An intense, vibrant espuma of seasonal British asparagus and wild garlic from The Crown’s small kitchen garden was a welcome surprise course, not least because the atmosphere in the dining room made us all want to linger a while. Surrounded by happy customers who were clearly enjoying the quality of the food, (which in all honesty could never be described as rustic), without any of the stiffness of fine dining, where the service in the bar area had appeared a little haphazard, the restaurant staff were attentive, friendly and knowledgeable and Sous-Chef Poppy Watson did a commendable job of holding the fort on Head Chef Ross Bott’s night off.

It’s a long time since I was excited by fish and chips yet I knew not to expect anything ordinary when I ordered the Hawkyn’s version. Sure enough it featured sous-vide cod, a smear of the smoothest pea purée, a rich, unctuous tartare sauce packed with capers and cornichons, and topped with a generous scattering of batter bits that almost resembled rice crispies. The batter pieces added a joyful texture when coupled with the ultra soft and just-flaking fish, and the sweetness of the peas, the salty triple cooked chips and the acidic tartare sauce proved a fine tribute to the long and happy marriage of fish and chips, whilst allowing the cod a chance to speak for itself by refraining to drown it in a heavy, greasy batter. Some twists on modern classics made me want to lunge at the chef with a butter knife, but not this one.

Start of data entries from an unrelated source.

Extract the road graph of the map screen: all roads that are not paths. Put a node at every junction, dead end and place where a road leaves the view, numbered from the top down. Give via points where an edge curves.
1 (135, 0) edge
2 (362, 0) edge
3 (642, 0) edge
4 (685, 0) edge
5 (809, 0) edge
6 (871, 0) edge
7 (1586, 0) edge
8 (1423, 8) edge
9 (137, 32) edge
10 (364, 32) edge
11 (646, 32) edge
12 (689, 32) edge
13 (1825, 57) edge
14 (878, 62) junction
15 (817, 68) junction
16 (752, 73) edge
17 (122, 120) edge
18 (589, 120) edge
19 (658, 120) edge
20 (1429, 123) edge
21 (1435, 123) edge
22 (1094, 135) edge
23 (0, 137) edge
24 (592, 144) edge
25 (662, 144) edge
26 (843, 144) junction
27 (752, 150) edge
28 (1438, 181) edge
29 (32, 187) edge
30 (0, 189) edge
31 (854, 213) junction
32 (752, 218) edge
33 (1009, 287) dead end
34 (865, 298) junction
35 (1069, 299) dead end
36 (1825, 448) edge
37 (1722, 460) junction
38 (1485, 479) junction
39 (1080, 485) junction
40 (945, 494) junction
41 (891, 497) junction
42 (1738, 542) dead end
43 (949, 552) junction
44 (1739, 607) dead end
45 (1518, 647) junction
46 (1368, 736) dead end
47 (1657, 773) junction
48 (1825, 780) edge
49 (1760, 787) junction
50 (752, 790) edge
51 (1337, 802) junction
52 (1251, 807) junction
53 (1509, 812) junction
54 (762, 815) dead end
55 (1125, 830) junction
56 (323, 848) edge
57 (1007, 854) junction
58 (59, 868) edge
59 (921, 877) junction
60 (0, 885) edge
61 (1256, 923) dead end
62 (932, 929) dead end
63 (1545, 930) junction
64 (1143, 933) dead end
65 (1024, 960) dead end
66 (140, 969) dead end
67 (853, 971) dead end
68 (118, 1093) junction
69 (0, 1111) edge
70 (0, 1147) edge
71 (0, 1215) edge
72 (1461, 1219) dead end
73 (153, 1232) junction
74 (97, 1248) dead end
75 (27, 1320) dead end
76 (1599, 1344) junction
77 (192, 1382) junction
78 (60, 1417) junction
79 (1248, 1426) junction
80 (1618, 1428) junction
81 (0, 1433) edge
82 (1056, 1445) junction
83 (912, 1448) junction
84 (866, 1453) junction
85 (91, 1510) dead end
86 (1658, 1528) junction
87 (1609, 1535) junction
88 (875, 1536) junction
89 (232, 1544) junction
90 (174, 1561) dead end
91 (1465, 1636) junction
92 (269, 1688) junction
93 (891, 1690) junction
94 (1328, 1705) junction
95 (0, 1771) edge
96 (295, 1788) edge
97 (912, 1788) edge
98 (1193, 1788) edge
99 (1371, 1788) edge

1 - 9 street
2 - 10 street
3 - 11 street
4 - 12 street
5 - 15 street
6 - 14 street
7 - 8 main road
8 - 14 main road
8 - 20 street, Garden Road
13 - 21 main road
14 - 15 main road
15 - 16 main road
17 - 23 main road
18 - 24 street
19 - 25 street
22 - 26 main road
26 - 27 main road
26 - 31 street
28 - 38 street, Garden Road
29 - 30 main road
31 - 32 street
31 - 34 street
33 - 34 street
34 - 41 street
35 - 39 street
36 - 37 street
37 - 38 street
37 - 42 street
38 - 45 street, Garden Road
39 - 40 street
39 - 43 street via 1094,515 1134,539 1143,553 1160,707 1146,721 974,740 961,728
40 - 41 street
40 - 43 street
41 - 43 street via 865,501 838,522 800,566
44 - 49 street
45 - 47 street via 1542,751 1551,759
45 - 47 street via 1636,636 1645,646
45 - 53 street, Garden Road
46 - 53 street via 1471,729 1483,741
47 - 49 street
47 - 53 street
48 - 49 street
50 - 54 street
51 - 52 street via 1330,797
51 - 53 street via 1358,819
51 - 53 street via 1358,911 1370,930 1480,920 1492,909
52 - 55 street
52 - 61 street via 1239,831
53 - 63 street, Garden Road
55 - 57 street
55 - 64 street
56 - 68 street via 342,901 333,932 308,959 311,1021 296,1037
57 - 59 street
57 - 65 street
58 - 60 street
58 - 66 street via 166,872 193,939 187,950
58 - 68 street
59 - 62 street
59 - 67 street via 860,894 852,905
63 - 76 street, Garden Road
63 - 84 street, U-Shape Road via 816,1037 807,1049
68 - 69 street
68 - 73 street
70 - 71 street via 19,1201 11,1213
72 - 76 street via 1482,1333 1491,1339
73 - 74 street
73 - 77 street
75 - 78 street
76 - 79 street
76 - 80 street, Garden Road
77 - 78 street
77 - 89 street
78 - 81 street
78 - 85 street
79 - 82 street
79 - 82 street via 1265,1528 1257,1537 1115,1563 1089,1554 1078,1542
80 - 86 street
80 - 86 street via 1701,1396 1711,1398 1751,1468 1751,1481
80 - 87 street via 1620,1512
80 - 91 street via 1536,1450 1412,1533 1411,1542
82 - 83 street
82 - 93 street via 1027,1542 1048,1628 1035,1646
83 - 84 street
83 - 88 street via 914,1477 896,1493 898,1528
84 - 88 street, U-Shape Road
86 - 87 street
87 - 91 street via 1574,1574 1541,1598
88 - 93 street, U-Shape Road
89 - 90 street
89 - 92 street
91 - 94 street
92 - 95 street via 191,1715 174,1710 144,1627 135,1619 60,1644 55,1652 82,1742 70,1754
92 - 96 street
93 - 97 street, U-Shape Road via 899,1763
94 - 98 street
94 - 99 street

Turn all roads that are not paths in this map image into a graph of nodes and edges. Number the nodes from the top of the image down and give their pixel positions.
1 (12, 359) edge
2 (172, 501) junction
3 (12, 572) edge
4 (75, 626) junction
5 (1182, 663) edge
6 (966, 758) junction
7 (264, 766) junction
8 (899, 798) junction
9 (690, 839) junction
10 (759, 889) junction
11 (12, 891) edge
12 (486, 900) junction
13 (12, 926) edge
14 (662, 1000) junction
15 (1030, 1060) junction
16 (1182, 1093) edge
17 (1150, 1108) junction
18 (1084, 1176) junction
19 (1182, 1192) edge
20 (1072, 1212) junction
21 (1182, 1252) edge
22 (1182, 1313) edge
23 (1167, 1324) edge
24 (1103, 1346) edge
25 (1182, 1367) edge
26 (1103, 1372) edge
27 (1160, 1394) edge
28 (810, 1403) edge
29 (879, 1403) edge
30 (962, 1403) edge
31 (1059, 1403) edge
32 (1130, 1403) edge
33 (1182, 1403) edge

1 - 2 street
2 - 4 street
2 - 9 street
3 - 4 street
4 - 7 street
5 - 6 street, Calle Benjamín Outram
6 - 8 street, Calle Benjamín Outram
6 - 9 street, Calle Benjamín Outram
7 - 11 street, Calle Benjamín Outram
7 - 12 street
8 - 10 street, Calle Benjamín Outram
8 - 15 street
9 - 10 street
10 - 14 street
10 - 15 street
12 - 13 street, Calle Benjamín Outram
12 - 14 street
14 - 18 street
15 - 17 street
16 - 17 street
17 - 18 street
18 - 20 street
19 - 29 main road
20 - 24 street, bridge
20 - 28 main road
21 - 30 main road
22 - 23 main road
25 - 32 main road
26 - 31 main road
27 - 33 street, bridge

By the time we arrived at dessert I had all but forgotten Atul Kochhar’s reputation as a spice guru, which is probably the greatest compliment I can pay Hawkyns. The finale was a warm almond sponge cake with all the intense flavour of marzipan I so enjoy, served with rich mascarpone crème pâtissière, a dense boulder-style chocolate crumb for both texture and cocoa bitterness, and dots of an intoxicating amaretto gel. My husband was meanwhile making When Harry Met Sally groans over his oozing chocolate fondant with salted caramel ice cream, so I recommend you reserve a table here on your first night, for you (and your other half) will struggle to find a more satisfying meal in all Old Amersham.